最近「世界遺産」や「文化遺産」、「風景遺産」など「遺産」という言葉がよく使われるようですが、よく考えるとこの言葉の定義もなかなか難しいようです。しかし、「遺産」という定義がヒトが考えたものである以上、それはヒトの為になる、プラスであるものであるべきでしょう・・・。つまりは現在の人々と今後の未来を生きる人達の為に残すべきもの・・。
ここ長崎市ではここ最近、被爆時、救護所となった新興善小学校校舎が取り壊され、また活水女子高校にある被爆校舎も取り壊す予定であるということです。
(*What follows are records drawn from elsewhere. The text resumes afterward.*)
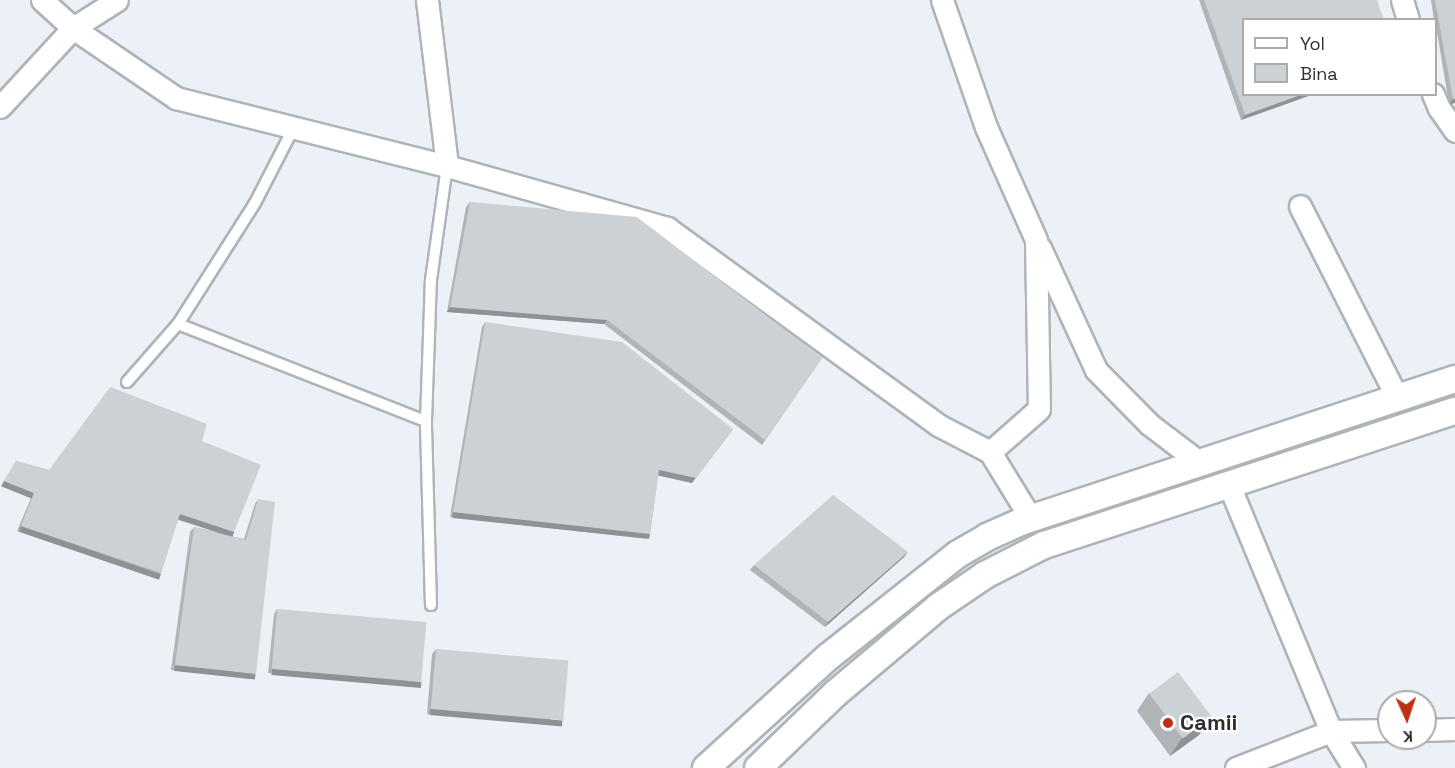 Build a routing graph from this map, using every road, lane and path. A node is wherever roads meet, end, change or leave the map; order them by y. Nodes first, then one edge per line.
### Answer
1 (42, 0) edge
2 (117, 0) edge
3 (427, 0) edge
4 (942, 0) edge
5 (1402, 0) edge
6 (1407, 18) edge
7 (73, 28) junction
8 (1434, 96) edge
9 (0, 107) edge
10 (294, 127) junction
11 (1455, 131) edge
12 (447, 166) junction
13 (1300, 206) dead end
14 (1036, 240) junction
15 (178, 324) junction
16 (1455, 379) edge
17 (127, 382) dead end
18 (1397, 398) junction
19 (1455, 411) edge
20 (426, 421) junction
21 (990, 452) junction
22 (1199, 462) junction
23 (1229, 485) junction
24 (1031, 519) junction
25 (431, 605) dead end
26 (1455, 729) edge
27 (1377, 730) edge
28 (1437, 730) edge
29 (1331, 731) junction
30 (705, 768) edge
31 (758, 768) edge
32 (1236, 768) edge
33 (1354, 768) edge

1 - 7 street
2 - 7 street
3 - 12 street
4 - 14 street
5 - 6 street
7 - 9 street
7 - 10 street
8 - 11 street
10 - 12 street
10 - 15 lane
12 - 20 lane
12 - 21 street
13 - 18 street
14 - 21 street
14 - 22 street
15 - 17 lane
15 - 20 lane
16 - 18 street
18 - 22 street
19 - 23 street
20 - 25 lane
21 - 24 street
22 - 23 street
22 - 24 street
23 - 29 street
23 - 31 street
24 - 30 street
26 - 28 street
27 - 29 street
29 - 32 street
29 - 33 street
市内に残されている被爆校舎は城山小学校のみで、毎年ここには全国から多くの修学旅行生や来崎者が訪れているのですが、ここが幸運にも残されたのは行政の働きではなく、犠牲となった児童の保護者達の熱心な保存運動によるものらしいのです。・・・こういう形でしか被爆遺構が残されていないというのは、誠に残念なことです。
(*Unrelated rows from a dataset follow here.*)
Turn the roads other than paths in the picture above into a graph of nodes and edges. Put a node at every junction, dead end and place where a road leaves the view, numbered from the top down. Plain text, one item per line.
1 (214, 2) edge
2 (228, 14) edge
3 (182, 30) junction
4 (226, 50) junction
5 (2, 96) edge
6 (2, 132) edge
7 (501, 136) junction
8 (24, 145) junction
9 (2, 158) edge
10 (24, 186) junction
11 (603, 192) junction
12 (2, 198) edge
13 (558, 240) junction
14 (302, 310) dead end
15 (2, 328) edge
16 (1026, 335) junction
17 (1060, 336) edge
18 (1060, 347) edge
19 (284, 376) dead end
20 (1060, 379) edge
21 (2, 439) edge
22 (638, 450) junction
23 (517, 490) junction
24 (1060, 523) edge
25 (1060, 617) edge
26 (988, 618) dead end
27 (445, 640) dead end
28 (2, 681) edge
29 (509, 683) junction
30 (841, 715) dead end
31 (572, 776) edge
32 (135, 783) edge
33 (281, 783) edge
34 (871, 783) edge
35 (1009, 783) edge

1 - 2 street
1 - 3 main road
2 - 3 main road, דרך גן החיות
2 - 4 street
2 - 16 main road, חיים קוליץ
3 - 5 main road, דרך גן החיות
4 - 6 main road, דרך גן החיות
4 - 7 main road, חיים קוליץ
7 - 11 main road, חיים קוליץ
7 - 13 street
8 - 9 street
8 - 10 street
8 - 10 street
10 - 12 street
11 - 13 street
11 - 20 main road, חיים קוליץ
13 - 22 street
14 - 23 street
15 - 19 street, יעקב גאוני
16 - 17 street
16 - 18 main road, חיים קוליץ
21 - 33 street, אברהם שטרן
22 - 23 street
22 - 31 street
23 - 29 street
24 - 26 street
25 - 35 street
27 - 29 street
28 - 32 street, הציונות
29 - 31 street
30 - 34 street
↓被爆直後、負傷者を大村などの病院へ搬送する最前線・駅となった「JR道ノ尾駅」。この市民にとって大きな意味を持つ小さな古い駅舎も取り壊される日が近い将来、来るのでしょうか・・・・。

DSCF1304


長崎市の史跡に「ミゼリコルディア本部跡」というものがあります。これは、市民の手で社会福祉を行うという、ポルトガルで発足されたカトリック組織の跡です。ミゼリコルディアとはラテン語で「慈悲、いつくしみ」という意味で、その支えとなる「7つの慈悲」とは、『 飢えたる者、渇いた者、旅人、裸の人、病者、獄中の人、死者の各々に対する慈悲 』を指します。日本各地において同会が活動していた時代、ハンセン病などの重症患者や貧苦に苦しむ人々を助け、ゆくあてもない孤児や乳幼児などをひきとって育てたそうです。その精神性は「ド・ロ神父(フランス)」の活動にも見られ、後のゼノ修道士らの「聖母の騎士修道会(ポーランド)」の活動につながっていたのでしょう。・・・・こういう目に見えない精神的な「遺産」も、今ではほとんど知られることがありません。インターネットで「ミゼリコルディア」や「7つの慈悲」を検索してもほぼ全く何もヒットしません。長崎純心女子高校に「ミゼリコルディア部」というボランティア活動を頑張っている高校生達のグループがあるのですが、これも残念ながら知られていないし、その背景にある精神性も理解されていないようです。

・・・・こんな極寒の夜、家のそばで見かけた野良猫は、温かく眠る場所や食べ物があるのだろうか・・・と気になります。